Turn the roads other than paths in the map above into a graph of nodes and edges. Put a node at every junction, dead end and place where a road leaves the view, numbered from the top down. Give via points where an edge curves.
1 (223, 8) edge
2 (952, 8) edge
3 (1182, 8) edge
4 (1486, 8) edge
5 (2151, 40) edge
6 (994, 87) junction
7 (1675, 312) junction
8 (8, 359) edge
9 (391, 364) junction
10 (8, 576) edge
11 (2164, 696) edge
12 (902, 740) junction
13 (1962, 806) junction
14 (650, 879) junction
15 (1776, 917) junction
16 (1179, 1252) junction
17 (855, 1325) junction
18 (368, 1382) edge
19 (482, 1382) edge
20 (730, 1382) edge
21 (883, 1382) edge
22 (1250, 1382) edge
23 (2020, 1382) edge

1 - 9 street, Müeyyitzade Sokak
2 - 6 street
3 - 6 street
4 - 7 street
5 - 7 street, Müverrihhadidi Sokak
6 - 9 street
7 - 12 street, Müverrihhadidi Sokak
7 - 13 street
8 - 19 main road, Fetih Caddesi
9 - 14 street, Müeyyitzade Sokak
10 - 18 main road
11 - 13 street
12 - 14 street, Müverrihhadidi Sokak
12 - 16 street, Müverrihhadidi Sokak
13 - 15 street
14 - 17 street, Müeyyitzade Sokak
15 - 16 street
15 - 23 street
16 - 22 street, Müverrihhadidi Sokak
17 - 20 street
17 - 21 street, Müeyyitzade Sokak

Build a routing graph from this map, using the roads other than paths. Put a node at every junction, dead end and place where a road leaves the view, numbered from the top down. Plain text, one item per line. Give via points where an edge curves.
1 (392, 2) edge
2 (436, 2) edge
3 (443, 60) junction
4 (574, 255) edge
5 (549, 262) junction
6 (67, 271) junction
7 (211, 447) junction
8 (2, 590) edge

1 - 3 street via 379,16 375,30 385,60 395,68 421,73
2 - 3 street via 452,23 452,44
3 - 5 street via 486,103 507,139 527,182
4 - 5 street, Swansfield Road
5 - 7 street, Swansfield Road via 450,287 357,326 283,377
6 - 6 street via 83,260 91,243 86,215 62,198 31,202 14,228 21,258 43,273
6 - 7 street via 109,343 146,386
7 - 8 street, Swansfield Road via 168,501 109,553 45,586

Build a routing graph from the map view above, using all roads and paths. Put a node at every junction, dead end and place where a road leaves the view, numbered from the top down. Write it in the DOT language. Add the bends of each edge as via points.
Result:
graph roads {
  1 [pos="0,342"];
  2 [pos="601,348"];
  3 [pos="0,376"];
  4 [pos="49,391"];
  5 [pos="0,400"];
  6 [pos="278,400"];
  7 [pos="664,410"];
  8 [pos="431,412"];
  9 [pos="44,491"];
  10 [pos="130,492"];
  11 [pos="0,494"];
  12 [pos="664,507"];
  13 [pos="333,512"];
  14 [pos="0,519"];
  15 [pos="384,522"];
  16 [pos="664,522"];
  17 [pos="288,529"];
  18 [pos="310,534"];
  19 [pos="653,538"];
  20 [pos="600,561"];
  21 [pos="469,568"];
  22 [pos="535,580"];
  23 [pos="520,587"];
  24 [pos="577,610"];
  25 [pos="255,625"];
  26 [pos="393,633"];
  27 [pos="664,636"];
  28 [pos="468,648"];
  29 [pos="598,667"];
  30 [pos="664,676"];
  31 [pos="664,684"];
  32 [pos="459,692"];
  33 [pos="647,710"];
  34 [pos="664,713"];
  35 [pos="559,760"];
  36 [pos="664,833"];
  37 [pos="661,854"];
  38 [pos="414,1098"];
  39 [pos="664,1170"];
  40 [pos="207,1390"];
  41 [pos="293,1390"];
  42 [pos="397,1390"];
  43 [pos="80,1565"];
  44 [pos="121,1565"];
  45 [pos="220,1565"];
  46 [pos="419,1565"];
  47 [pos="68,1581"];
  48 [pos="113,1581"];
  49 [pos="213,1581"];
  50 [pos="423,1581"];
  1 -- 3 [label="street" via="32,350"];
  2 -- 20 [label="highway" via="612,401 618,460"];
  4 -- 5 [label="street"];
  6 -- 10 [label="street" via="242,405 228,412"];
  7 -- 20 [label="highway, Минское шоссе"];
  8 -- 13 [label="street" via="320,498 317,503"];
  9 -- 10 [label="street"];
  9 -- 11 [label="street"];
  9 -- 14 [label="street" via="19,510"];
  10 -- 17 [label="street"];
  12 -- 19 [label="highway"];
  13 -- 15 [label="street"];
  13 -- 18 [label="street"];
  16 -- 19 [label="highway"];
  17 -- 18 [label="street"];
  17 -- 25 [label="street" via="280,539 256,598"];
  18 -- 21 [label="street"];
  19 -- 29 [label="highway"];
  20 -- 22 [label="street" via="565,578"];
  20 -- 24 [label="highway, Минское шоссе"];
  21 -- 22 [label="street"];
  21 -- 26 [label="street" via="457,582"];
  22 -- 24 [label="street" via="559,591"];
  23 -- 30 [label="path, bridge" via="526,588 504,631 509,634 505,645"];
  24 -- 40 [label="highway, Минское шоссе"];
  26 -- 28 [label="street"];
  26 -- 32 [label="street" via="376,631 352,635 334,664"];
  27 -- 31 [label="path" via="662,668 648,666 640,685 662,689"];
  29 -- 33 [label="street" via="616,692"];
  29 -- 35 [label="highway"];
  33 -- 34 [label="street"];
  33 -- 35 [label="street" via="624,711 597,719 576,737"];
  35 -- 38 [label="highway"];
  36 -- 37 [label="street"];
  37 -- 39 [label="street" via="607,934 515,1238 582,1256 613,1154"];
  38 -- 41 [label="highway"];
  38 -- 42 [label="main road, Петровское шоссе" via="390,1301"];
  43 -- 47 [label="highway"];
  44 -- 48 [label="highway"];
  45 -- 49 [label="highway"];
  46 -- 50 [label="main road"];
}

═══

WHAT IS NEEDED
Tally the lines of the material above that include the string "from", then give the number with no other text.

EXERCISE RESPONSE
3